Yes, LOWESS is essentially "an average" but do note that effectively all regression algorithms return a conditional mean of the form $E(Y |X = x)$.
To be clear on this: LOWESS does not test the hypothesis that something increases or decreases over time. We can plot our denoised data (using LOWESS) and make certain assertions but that sits mostly on the realm of Explanatory Data Analysis rather than formal hypothesis testing. (We should not underestimate the utility of EDA, just we must be careful not to overstate our findings.)
A bit more precisely now, a locally weighted regression model (LOWESS), is a series of polynomial regressions that models the data in small neighbourhoods. Conceptually the results are akin to a moving average. In particular, to get $E(Y|X=x)$ we use the data having $X$ values within a predefined neighbourhood/interval/span around $x$. We then fit a weighted polynomial regression to these points and our fitted value from this regression model is our estimates for $x$. It is worth noting that we can get predictions intervals.
Having mentioned the above and focusing on each of your side question in particular:
- "So.. are the values obtained from LOWESS smoothing essentially an average?" Not exactly, a locally weight average is much more accurate description.
- "When I do my write up is it correct to say something like 'from the LOWESS smoothing, the average temperature increases over time.'" No, it would be too strong of a statement especially given no formal hypothesis testing has been done. To quote directly from the reference linked: "Welch et al. (1988) used LOWESS to describe the relationship between arsenic and ..." (emphasis mine); i.e. we describe rather than test. Insofar, it would be advisable to show the LOWESS smoothing, as well as its associated prediction intervals. If the PIs indeed suggest that we have an increase, it will be more justifiable to make such a claim. (For convenience, I append a quick example about getting prediction intervals in the end of the post. I use R but you can use any similar routine.)
- "And what about regression in general? Linear regression (...) can that also be thought of as an average?". Yes. A conditional one! Moreover, using a linear regression approach (or even better a spline fit) would allow you to directly get estimates about the magnitude as well as the variability of the upward/downward trend that might be evident in the data.
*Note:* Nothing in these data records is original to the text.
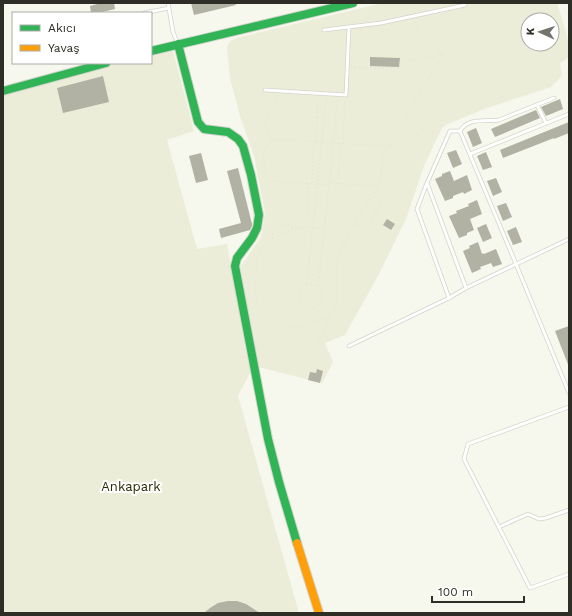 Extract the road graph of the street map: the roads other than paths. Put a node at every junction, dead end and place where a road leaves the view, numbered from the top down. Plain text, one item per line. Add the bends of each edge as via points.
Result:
1 (168, 3) edge
2 (353, 3) edge
3 (465, 3) edge
4 (169, 8) junction
5 (149, 12) edge
6 (349, 27) junction
7 (324, 30) dead end
8 (178, 44) junction
9 (152, 51) edge
10 (102, 64) edge
11 (265, 90) dead end
12 (3, 91) edge
13 (554, 98) dead end
14 (538, 105) junction
15 (569, 114) edge
16 (546, 123) junction
17 (460, 131) junction
18 (470, 154) junction
19 (427, 182) junction
20 (569, 239) edge
21 (516, 264) junction
22 (466, 288) junction
23 (449, 298) junction
24 (349, 346) dead end
25 (569, 393) edge
26 (569, 407) edge
27 (569, 510) edge
28 (499, 527) junction
29 (569, 574) edge
30 (319, 613) edge

1 - 4 lane
2 - 8 street
3 - 6 lane via 381,23
4 - 5 lane
4 - 8 lane
6 - 7 lane
6 - 11 lane via 346,95
8 - 9 street
8 - 30 street via 198,122 204,128 228,132 238,139 243,146 251,174 259,215 257,228 237,258 235,266 268,439
10 - 12 street
13 - 14 lane
14 - 16 lane
14 - 17 lane via 499,120 471,122 464,125
15 - 16 lane
16 - 18 lane
17 - 18 lane
17 - 19 lane via 450,131
18 - 21 lane
19 - 22 lane
19 - 23 lane via 417,209
20 - 21 lane
21 - 22 lane
21 - 25 lane
22 - 23 lane
23 - 24 lane
26 - 28 lane via 468,444 464,458
27 - 28 lane via 538,519 528,514
28 - 29 lane via 530,588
To close this: Getting the prediction intervals is relatively straightforward. Our only strong assumption is that the error in our sources of noise is uncorrelated. That allows us to add the standard errors associated with each point (se.fit
) with the overall estimate of the noise level (residual.scale
).
plot(cars, main="loess fit for the dataset cars", ylim=c(-20,130), pch=16,
ylab="Stopping distance (ft)", panel.first=grid(), xlab="Speed (mph)")
loessObj <- loess( dist ~ speed, cars)
lines( cars$speed, predict(loessObj), col = 2, lwd = 3)
predints <- function(predObj) {
yiSD <- sqrt(predObj$se.fit^2 + predObj$residual.scale^2)
upper <- predObj$fit + 1.96 * yiSD
lower <- predObj$fit - 1.96 * yiSD
ints <- cbind(lower = lower, upper = upper)
return(ints)
}
PIS <- predints(predict(loessObj, se = TRUE))
lines(cars$speed, PIS[,"lower"], col = 4, lwd = 2, lty = 2)
lines(cars$speed, PIS[,"upper"], col = 3, lwd = 2, lty = 2)
legend( "topleft", col=c(3,2,4), lwd = c(2,3,2), lty = c(2,1,2),
legend = c("Upper Pred. Int.","Pred. value","Lower Pred. Int."))

Side-notes:
- I use R's
loess()
function instead of R's lowess()
function for convenience; they implement (nearly) the same methodology. As loess
's documentation states: "lowess
, (is) the ancestor of loess
(with different defaults!)"; loess
gives standard errors, etc. directly so it more convenient to use. This thread here provides some further details into the somewhat confusing but mostly harmless distinction between these variables.
- The confidence intervals include negative values. Negative values clearly do not have physical meaning in this application as any real estimates are constrained to be positive. The most blunt fix would be to transform (e.g. by taking the logarithms) our response variable to a domain that it is unconstrained, compute any relevant interval there and then back-transform to our original domain. But that's another question. :)